# What needs to be done:
Scan the listing below for the word "South" and copy every line that has it.

# Data for review:

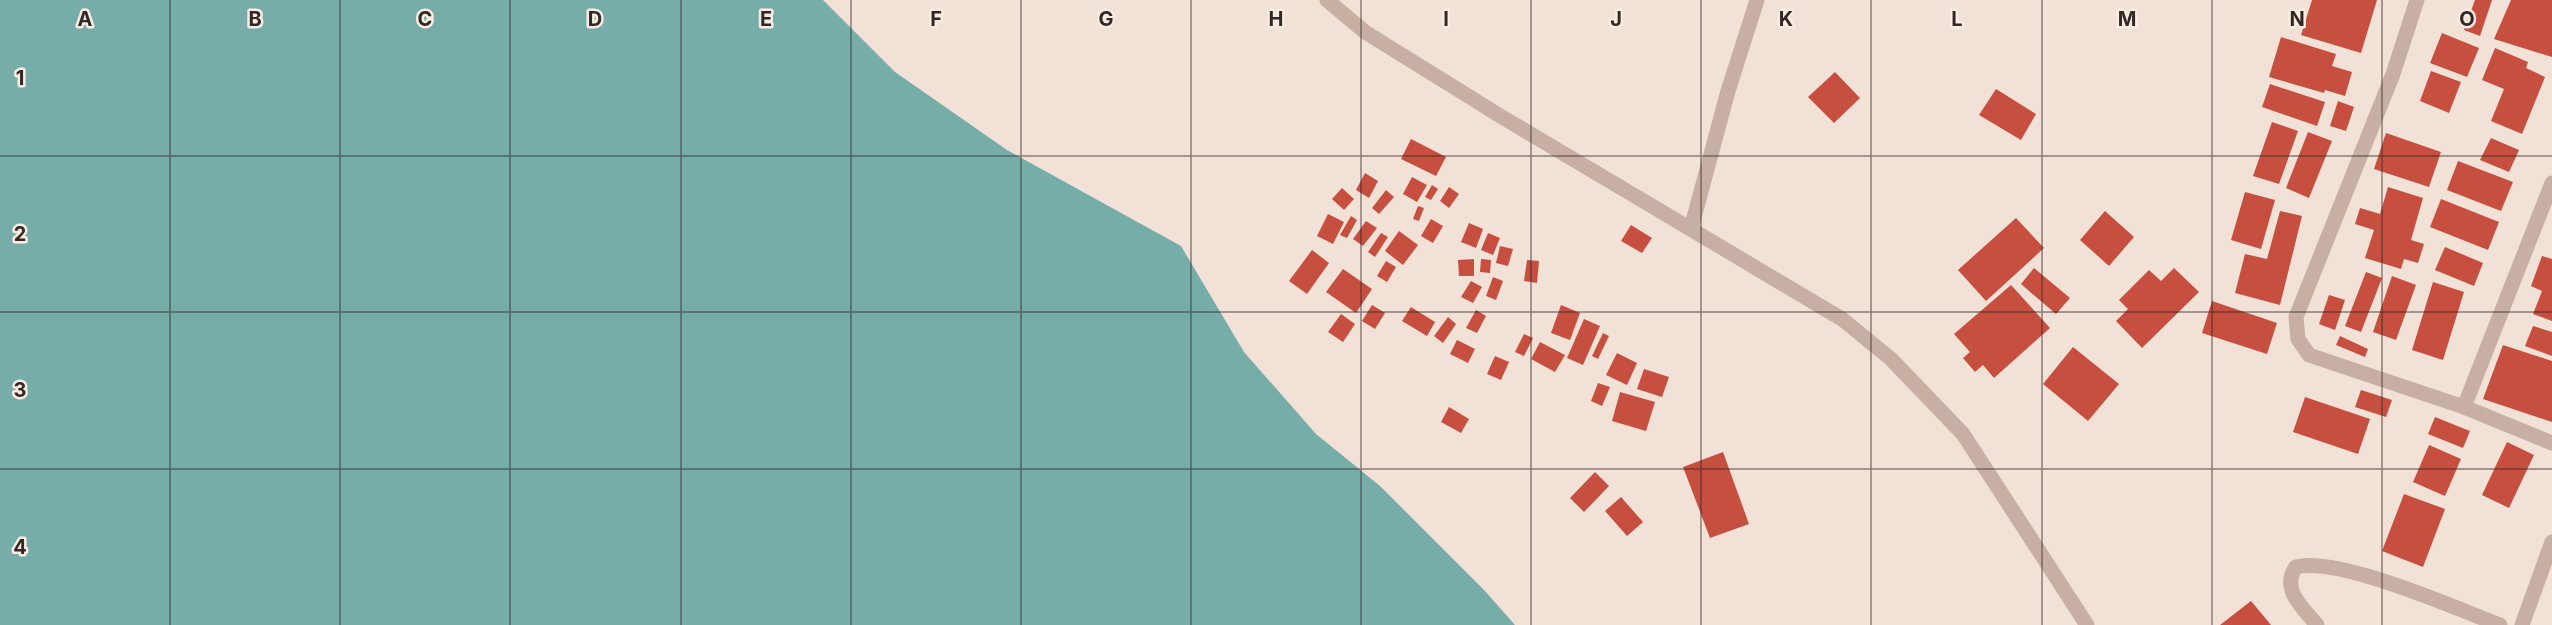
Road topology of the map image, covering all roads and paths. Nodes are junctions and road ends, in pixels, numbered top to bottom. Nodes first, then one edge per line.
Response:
1 (1327, 0) edge
2 (1757, 0) edge
3 (2417, 0) edge
4 (2552, 183) edge
5 (1691, 229) junction
6 (2464, 407) junction
7 (2552, 443) edge
8 (2552, 542) edge
9 (2087, 625) edge
10 (2317, 625) edge
11 (2500, 625) edge
12 (2522, 625) edge

1 - 5 street
2 - 5 street
3 - 6 street
4 - 6 street
5 - 9 street
6 - 7 street
8 - 12 street
10 - 11 street

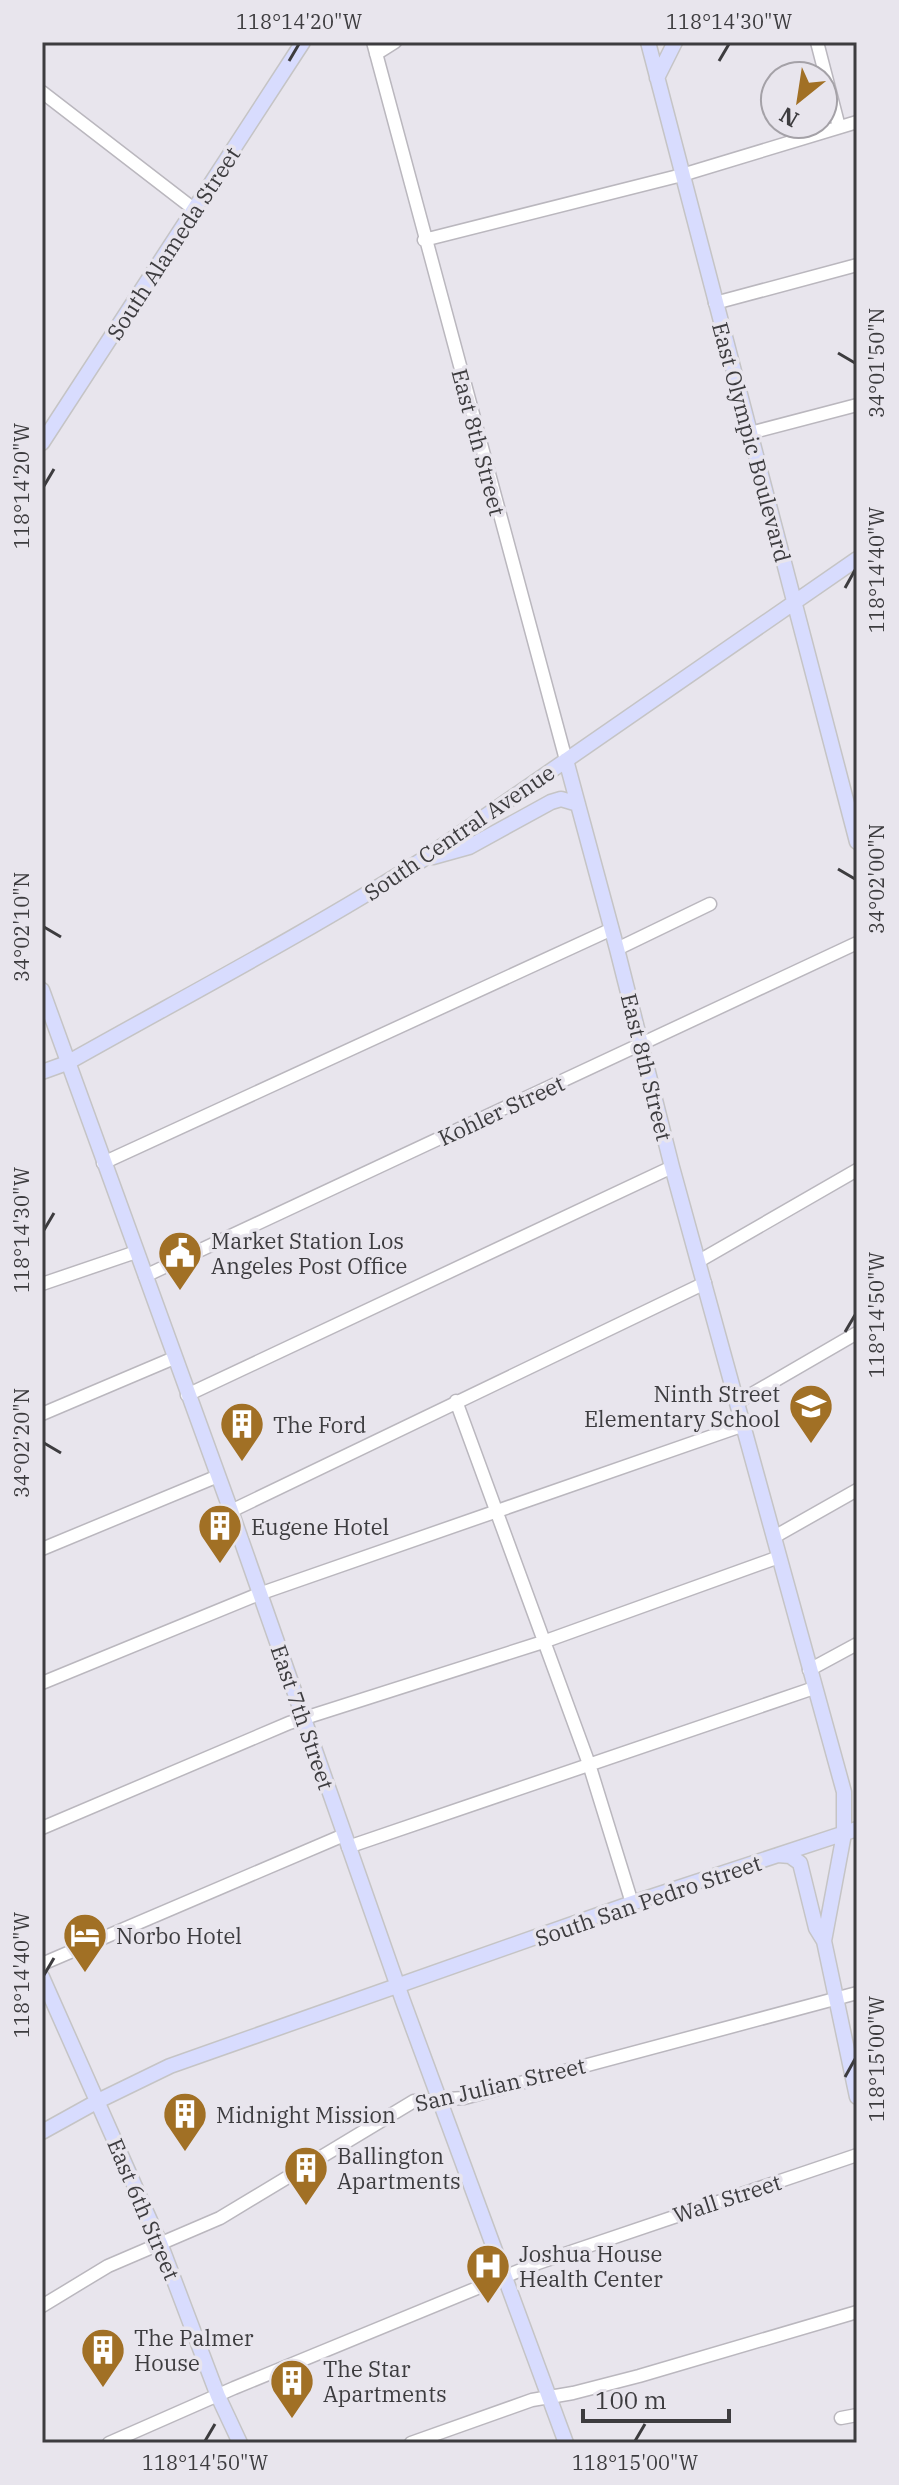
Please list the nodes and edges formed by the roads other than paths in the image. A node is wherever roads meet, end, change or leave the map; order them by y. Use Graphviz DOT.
graph roads {
  1 [pos="303,42"];
  2 [pos="395,42"];
  3 [pos="648,42"];
  4 [pos="675,42"];
  5 [pos="374,48"];
  6 [pos="657,78"];
  7 [pos="42,92"];
  8 [pos="857,122"];
  9 [pos="839,127"];
  10 [pos="796,140"];
  11 [pos="682,175"];
  12 [pos="195,210"];
  13 [pos="424,240"];
  14 [pos="857,265"];
  15 [pos="715,303"];
  16 [pos="857,405"];
  17 [pos="750,433"];
  18 [pos="42,443"];
  19 [pos="857,559"];
  20 [pos="794,601"];
  21 [pos="566,760"];
  22 [pos="578,804"];
  23 [pos="857,842"];
  24 [pos="422,860"];
  25 [pos="710,904"];
  26 [pos="612,929"];
  27 [pos="857,943"];
  28 [pos="617,949"];
  29 [pos="42,990"];
  30 [pos="640,1044"];
  31 [pos="67,1063"];
  32 [pos="42,1072"];
  33 [pos="103,1163"];
  34 [pos="672,1167"];
  35 [pos="857,1170"];
  36 [pos="136,1252"];
  37 [pos="699,1261"];
  38 [pos="145,1276"];
  39 [pos="705,1283"];
  40 [pos="42,1284"];
  41 [pos="857,1333"];
  42 [pos="174,1358"];
  43 [pos="187,1395"];
  44 [pos="456,1401"];
  45 [pos="738,1402"];
  46 [pos="42,1414"];
  47 [pos="744,1425"];
  48 [pos="218,1476"];
  49 [pos="857,1490"];
  50 [pos="231,1511"];
  51 [pos="496,1512"];
  52 [pos="774,1537"];
  53 [pos="42,1549"];
  54 [pos="779,1557"];
  55 [pos="259,1594"];
  56 [pos="543,1642"];
  57 [pos="857,1644"];
  58 [pos="809,1670"];
  59 [pos="42,1683"];
  60 [pos="814,1688"];
  61 [pos="304,1718"];
  62 [pos="589,1764"];
  63 [pos="42,1828"];
  64 [pos="851,1831"];
  65 [pos="346,1841"];
  66 [pos="778,1855"];
  67 [pos="632,1903"];
  68 [pos="824,1941"];
  69 [pos="42,1964"];
  70 [pos="42,1977"];
  71 [pos="399,1986"];
  72 [pos="857,1993"];
  73 [pos="837,2000"];
  74 [pos="857,2097"];
  75 [pos="441,2098"];
  76 [pos="98,2101"];
  77 [pos="42,2132"];
  78 [pos="857,2155"];
  79 [pos="160,2243"];
  80 [pos="507,2277"];
  81 [pos="42,2306"];
  82 [pos="857,2312"];
  83 [pos="218,2396"];
  84 [pos="550,2396"];
  85 [pos="857,2415"];
  86 [pos="841,2418"];
  87 [pos="109,2443"];
  88 [pos="240,2443"];
  89 [pos="411,2443"];
  90 [pos="566,2443"];
  1 -- 12 [label="main road, South Alameda Street"];
  2 -- 5 [label="street"];
  3 -- 6 [label="main road, East Olympic Boulevard"];
  4 -- 6 [label="main road"];
  5 -- 13 [label="street, East 8th Street"];
  6 -- 11 [label="main road, East Olympic Boulevard"];
  7 -- 12 [label="street"];
  8 -- 9 [label="street"];
  10 -- 11 [label="street"];
  11 -- 13 [label="street"];
  11 -- 15 [label="main road, East Olympic Boulevard"];
  12 -- 18 [label="main road, South Alameda Street"];
  13 -- 21 [label="street, East 8th Street"];
  14 -- 15 [label="street"];
  15 -- 17 [label="main road, East Olympic Boulevard"];
  16 -- 17 [label="street"];
  17 -- 20 [label="main road, East Olympic Boulevard"];
  19 -- 20 [label="main road, South Central Avenue"];
  20 -- 21 [label="main road, South Central Avenue"];
  20 -- 23 [label="main road, East Olympic Boulevard"];
  21 -- 22 [label="main road, East 8th Street"];
  21 -- 24 [label="main road, South Central Avenue"];
  22 -- 24 [label="main road"];
  22 -- 26 [label="main road, East 8th Street"];
  24 -- 31 [label="main road, South Central Avenue"];
  25 -- 28 [label="street"];
  26 -- 28 [label="main road, East 8th Street"];
  26 -- 33 [label="street"];
  27 -- 30 [label="street, Kohler Street"];
  28 -- 30 [label="main road, East 8th Street"];
  29 -- 31 [label="main road, East 7th Street"];
  30 -- 34 [label="main road, East 8th Street"];
  30 -- 38 [label="street, Kohler Street"];
  31 -- 32 [label="main road, South Central Avenue"];
  31 -- 33 [label="main road, East 7th Street"];
  33 -- 36 [label="main road, East 7th Street"];
  34 -- 37 [label="main road, East 8th Street"];
  34 -- 43 [label="street"];
  35 -- 37 [label="street"];
  36 -- 38 [label="main road, East 7th Street"];
  36 -- 40 [label="street"];
  37 -- 39 [label="main road, East 8th Street"];
  38 -- 42 [label="main road, East 7th Street"];
  39 -- 44 [label="street"];
  39 -- 45 [label="main road, East 8th Street"];
  41 -- 45 [label="street"];
  42 -- 43 [label="main road, East 7th Street"];
  42 -- 46 [label="street"];
  43 -- 48 [label="main road, East 7th Street"];
  44 -- 50 [label="street"];
  44 -- 51 [label="street"];
  45 -- 47 [label="main road, East 8th Street"];
  47 -- 51 [label="street"];
  47 -- 52 [label="main road, East 8th Street"];
  48 -- 50 [label="main road, East 7th Street"];
  48 -- 53 [label="street"];
  49 -- 52 [label="street"];
  50 -- 55 [label="main road, East 7th Street"];
  51 -- 55 [label="street"];
  51 -- 56 [label="street"];
  52 -- 54 [label="main road, East 8th Street"];
  54 -- 56 [label="street"];
  54 -- 58 [label="main road, East 8th Street"];
  55 -- 59 [label="street"];
  55 -- 61 [label="main road, East 7th Street"];
  56 -- 61 [label="street"];
  56 -- 62 [label="street"];
  57 -- 58 [label="street"];
  58 -- 60 [label="main road, East 8th Street"];
  60 -- 62 [label="street"];
  60 -- 64 [label="main road, East 8th Street"];
  61 -- 63 [label="street"];
  61 -- 65 [label="main road, East 7th Street"];
  62 -- 65 [label="street"];
  62 -- 67 [label="street"];
  64 -- 66 [label="main road, South San Pedro Street"];
  64 -- 68 [label="main road, East 8th Street"];
  65 -- 69 [label="street"];
  65 -- 71 [label="main road, East 7th Street"];
  66 -- 67 [label="main road, South San Pedro Street"];
  66 -- 68 [label="main road"];
  67 -- 71 [label="main road, South San Pedro Street"];
  68 -- 73 [label="main road, East 8th Street"];
  70 -- 76 [label="main road, East 6th Street"];
  71 -- 75 [label="main road, East 7th Street"];
  71 -- 76 [label="main road"];
  72 -- 73 [label="street, San Julian Street"];
  73 -- 74 [label="main road, East 8th Street"];
  73 -- 75 [label="street, San Julian Street"];
  75 -- 79 [label="street, San Julian Street"];
  75 -- 80 [label="main road, East 7th Street"];
  76 -- 77 [label="main road"];
  76 -- 79 [label="main road, East 6th Street"];
  78 -- 80 [label="street, Wall Street"];
  79 -- 81 [label="street, San Julian Street"];
  79 -- 83 [label="main road, East 6th Street"];
  80 -- 83 [label="street, Wall Street"];
  80 -- 84 [label="main road, East 7th Street"];
  82 -- 84 [label="street"];
  83 -- 87 [label="street, Wall Street"];
  83 -- 88 [label="main road, East 6th Street"];
  84 -- 89 [label="street"];
  84 -- 90 [label="main road, East 7th Street"];
  85 -- 86 [label="street"];
}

# Solved exercise:
  1 -- 12 [label="main road, South Alameda Street"];
  12 -- 18 [label="main road, South Alameda Street"];
  19 -- 20 [label="main road, South Central Avenue"];
  20 -- 21 [label="main road, South Central Avenue"];
  21 -- 24 [label="main road, South Central Avenue"];
  24 -- 31 [label="main road, South Central Avenue"];
  31 -- 32 [label="main road, South Central Avenue"];
  64 -- 66 [label="main road, South San Pedro Street"];
  66 -- 67 [label="main road, South San Pedro Street"];
  67 -- 71 [label="main road, South San Pedro Street"];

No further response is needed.